Lorito M, Farkas V, Rebuffat S, Bodo B, Kubicek C P
Instituto di Patologia Vegetale, Università degli Studi di Napoli Federico II and Centro per lo Studio CNR delle Tecniche di Lotta Biologica, Naples, Italy.
J Bacteriol. 1996 Nov;178(21):6382-5. doi: 10.1128/jb.178.21.6382-6385.1996.
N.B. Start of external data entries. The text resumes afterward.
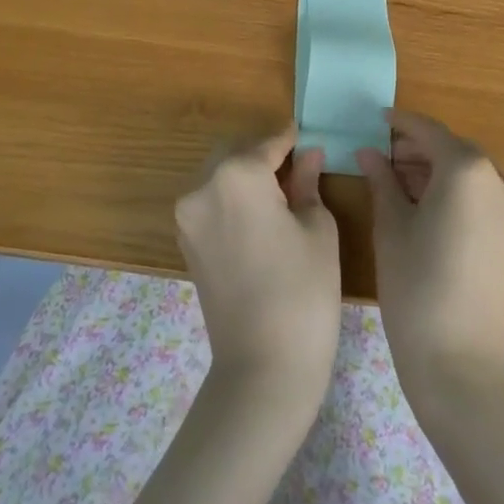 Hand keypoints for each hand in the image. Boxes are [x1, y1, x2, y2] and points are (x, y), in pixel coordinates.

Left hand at [175, 130, 341, 404]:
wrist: (263, 368)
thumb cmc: (303, 290)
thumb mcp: (317, 228)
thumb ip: (307, 182)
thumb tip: (309, 155)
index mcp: (236, 175)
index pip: (269, 143)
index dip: (292, 140)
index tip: (310, 135)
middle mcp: (202, 187)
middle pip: (236, 152)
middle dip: (265, 154)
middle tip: (298, 168)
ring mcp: (188, 217)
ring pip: (219, 175)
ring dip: (246, 175)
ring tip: (281, 194)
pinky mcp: (186, 243)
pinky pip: (210, 202)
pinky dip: (232, 198)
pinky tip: (260, 216)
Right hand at [356, 108, 503, 408]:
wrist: (459, 363)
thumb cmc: (415, 286)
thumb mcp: (391, 226)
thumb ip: (382, 179)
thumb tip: (369, 152)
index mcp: (468, 169)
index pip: (429, 132)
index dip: (401, 124)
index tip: (378, 119)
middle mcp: (499, 179)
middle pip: (452, 150)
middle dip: (417, 150)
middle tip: (380, 157)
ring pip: (468, 173)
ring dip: (435, 170)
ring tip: (396, 181)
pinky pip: (481, 195)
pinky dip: (454, 191)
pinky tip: (424, 203) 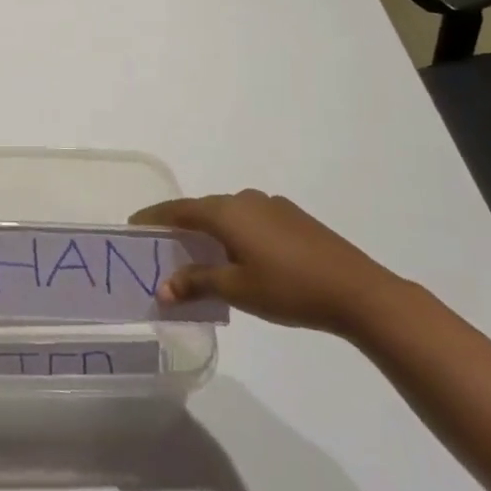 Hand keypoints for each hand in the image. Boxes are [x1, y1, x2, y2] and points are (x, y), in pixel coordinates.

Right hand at [130, 190, 407, 334]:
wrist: (357, 290)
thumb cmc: (289, 288)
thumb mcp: (237, 289)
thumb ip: (197, 283)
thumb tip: (161, 288)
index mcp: (226, 212)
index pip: (178, 209)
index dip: (154, 217)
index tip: (133, 224)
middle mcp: (245, 199)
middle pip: (203, 209)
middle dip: (182, 226)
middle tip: (163, 247)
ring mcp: (272, 205)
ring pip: (228, 214)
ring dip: (211, 230)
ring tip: (200, 255)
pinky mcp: (293, 217)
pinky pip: (250, 220)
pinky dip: (235, 233)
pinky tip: (241, 257) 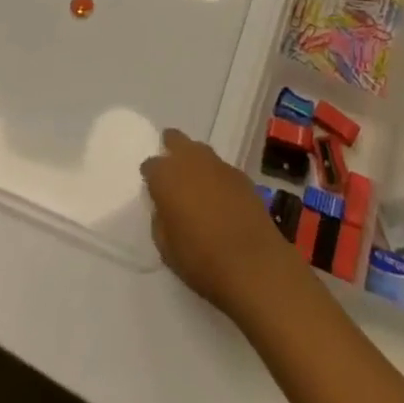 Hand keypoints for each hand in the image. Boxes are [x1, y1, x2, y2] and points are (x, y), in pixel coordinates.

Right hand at [141, 128, 303, 315]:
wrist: (253, 263)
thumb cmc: (201, 260)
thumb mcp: (167, 249)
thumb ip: (160, 221)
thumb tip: (164, 208)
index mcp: (167, 176)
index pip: (151, 165)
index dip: (150, 176)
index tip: (152, 188)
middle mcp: (191, 160)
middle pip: (176, 139)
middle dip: (170, 148)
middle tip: (170, 168)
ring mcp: (218, 164)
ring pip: (200, 150)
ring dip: (194, 161)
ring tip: (194, 183)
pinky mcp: (240, 173)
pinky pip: (220, 168)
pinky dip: (215, 176)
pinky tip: (218, 196) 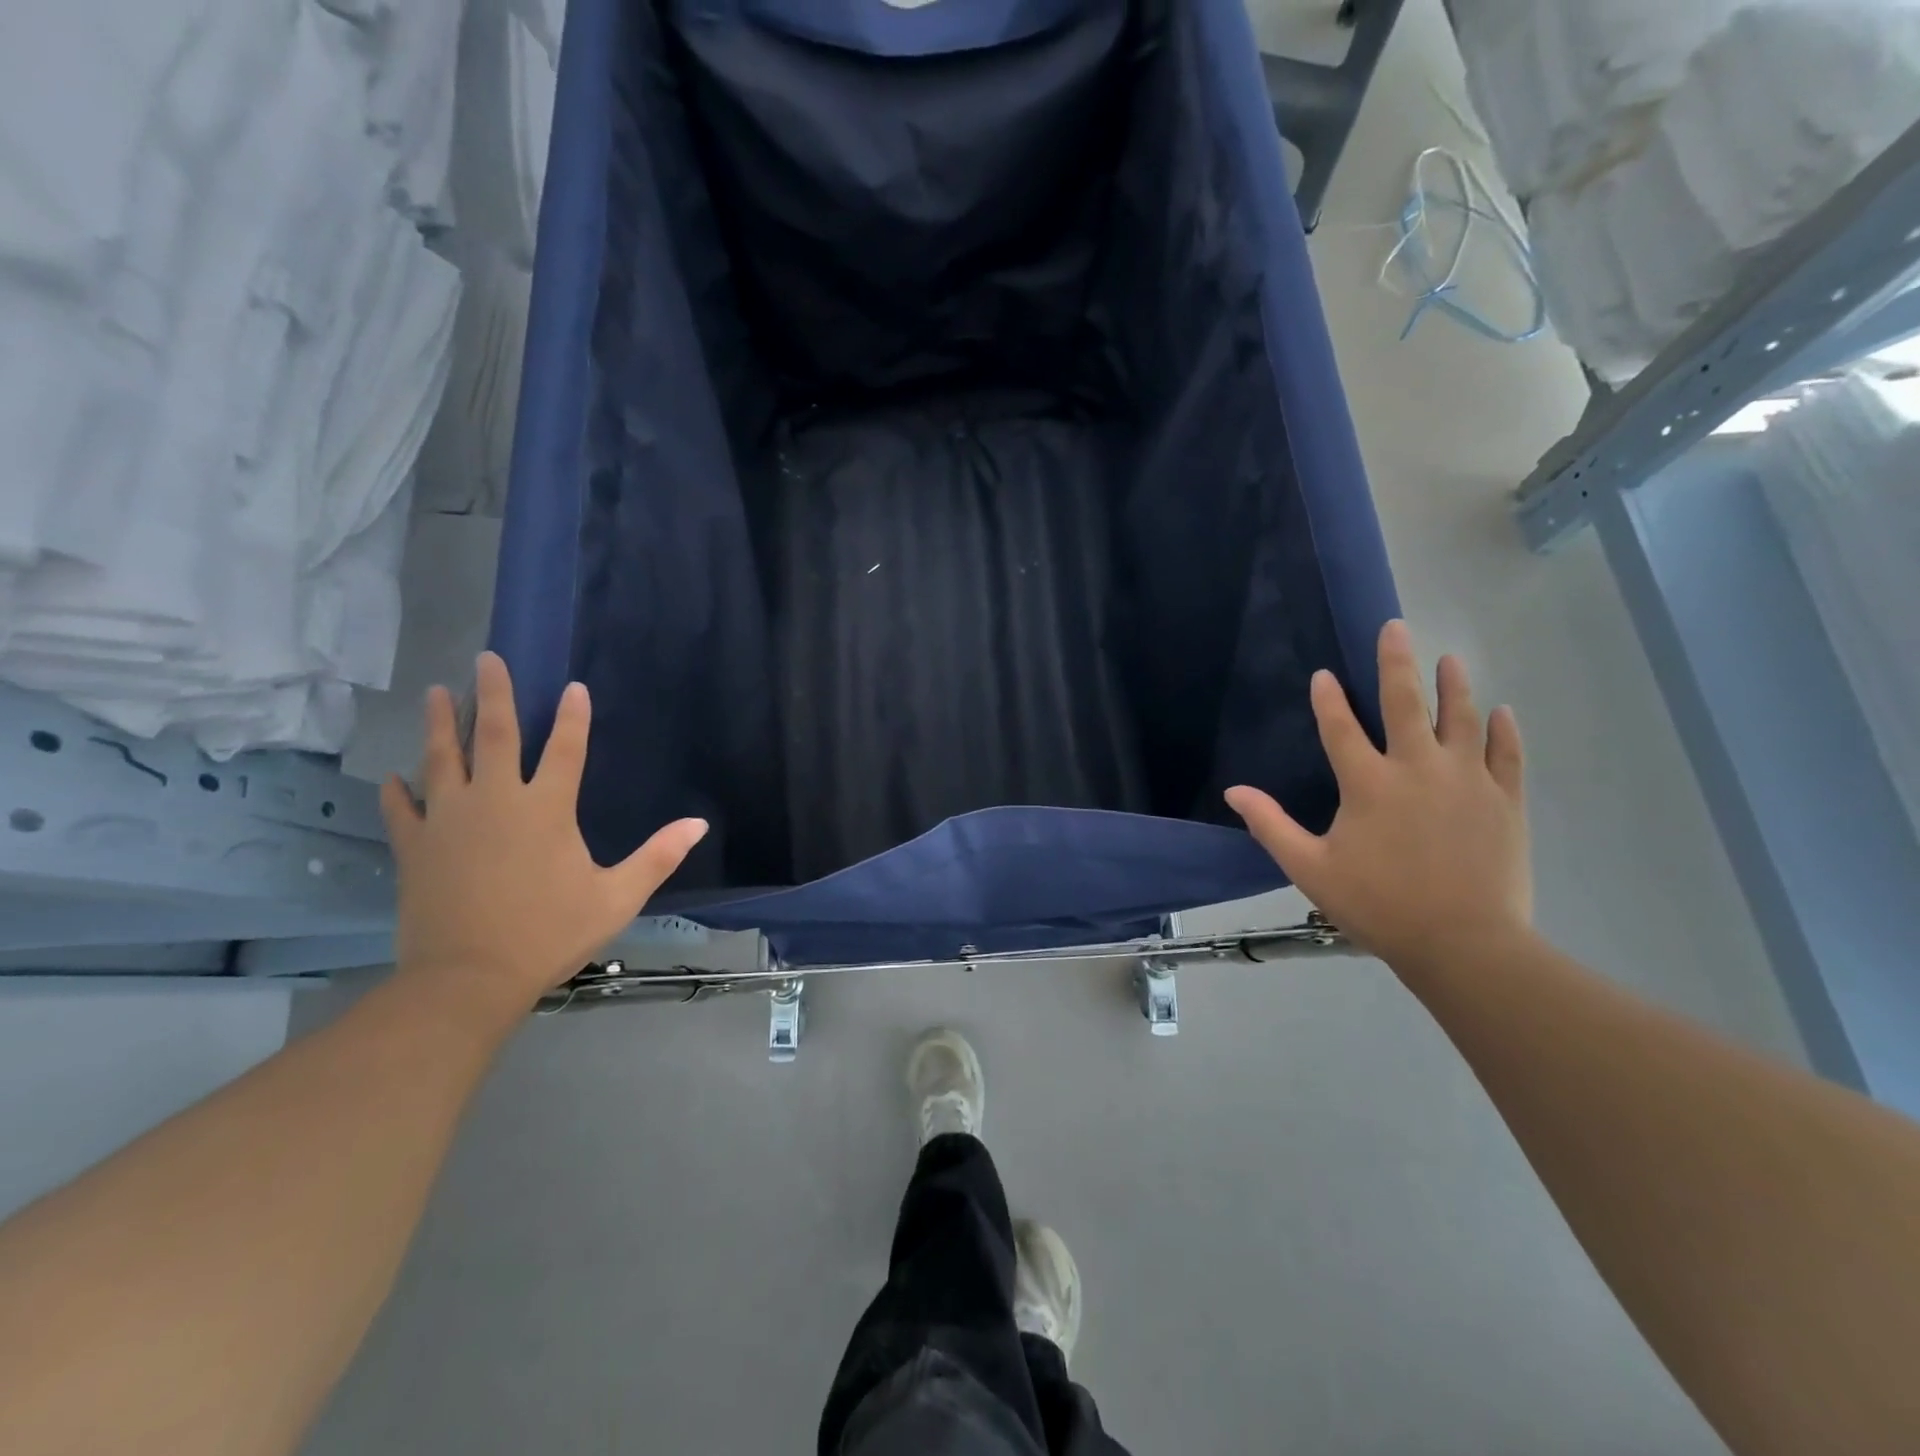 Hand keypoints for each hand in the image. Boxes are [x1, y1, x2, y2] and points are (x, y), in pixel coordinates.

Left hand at [380, 652, 707, 1020]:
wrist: (468, 979)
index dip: (573, 717)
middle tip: (486, 658)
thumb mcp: (617, 897)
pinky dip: (398, 791)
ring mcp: (449, 821)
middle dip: (494, 693)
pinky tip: (392, 778)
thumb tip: (698, 824)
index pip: (565, 749)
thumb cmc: (550, 933)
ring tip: (435, 692)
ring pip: (442, 759)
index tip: (574, 687)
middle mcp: (496, 801)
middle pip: (494, 735)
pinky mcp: (416, 847)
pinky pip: (403, 810)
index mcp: (547, 809)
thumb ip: (657, 857)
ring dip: (440, 723)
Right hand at [1226, 620, 1530, 969]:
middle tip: (1395, 627)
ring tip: (1449, 658)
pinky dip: (1503, 730)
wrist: (1464, 944)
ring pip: (1461, 719)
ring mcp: (1467, 781)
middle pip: (1405, 704)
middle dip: (1396, 663)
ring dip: (1453, 685)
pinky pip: (1506, 754)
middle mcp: (1417, 768)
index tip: (1323, 674)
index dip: (1328, 700)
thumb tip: (1234, 791)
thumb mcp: (1309, 867)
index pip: (1341, 728)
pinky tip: (1502, 711)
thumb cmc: (1378, 904)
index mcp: (1368, 784)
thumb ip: (1270, 825)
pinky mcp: (1504, 801)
We have investigated the molecular basis for the reported synergism between peptaibols and cell wall hydrolytic enzymes in the antagonism of phytopathogenic fungi by Trichoderma harzianum. beta-Glucan synthase activity on isolated plasma membranes of Botrytis cinerea was inhibited in vitro by the peptaibols trichorzianin TA and TB, and this inhibition was reversed by the addition of phosphatidylcholine. beta-Glucan synthesis in vivo, assayed by the incorporation of [2-(3)H]glucose into cell wall material, was inhibited by the presence of peptaibols, and this inhibition was synergistic with exogenously added T. harzianum beta-1,3-glucanase. This synergism is therefore explained by an inhibition of the membrane-bound beta-1,3-glucan synthase of the host by the peptaibols, which inhibit the resynthesis of cell wall beta-glucans, sustain the disruptive action of beta-glucanases, and all together enhance the fungicidal activity. Therefore, we have identified cell wall turnover as a major target of mycoparasitic antagonism.
我们研究了哈茨木霉在拮抗植物病原真菌过程中,所报道的肽菌素与细胞壁水解酶之间协同作用的分子基础。在体外,肽菌素木霉毒素TA和TB抑制了灰葡萄孢菌分离质膜上的β-葡聚糖合酶活性,而添加磷脂酰胆碱可逆转这种抑制作用。通过将[2-(3)H]葡萄糖掺入细胞壁物质来测定的体内β-葡聚糖合成,受到肽菌素的抑制,并且这种抑制作用与外源添加的哈茨木霉β-1,3-葡聚糖酶具有协同性。因此,这种协同作用可以解释为肽菌素抑制了宿主膜结合的β-1,3-葡聚糖合酶,该酶抑制了细胞壁β-葡聚糖的重新合成,维持了β-葡聚糖酶的破坏作用,并共同增强了杀真菌活性。因此,我们已确定细胞壁周转是真菌寄生拮抗作用的主要靶点。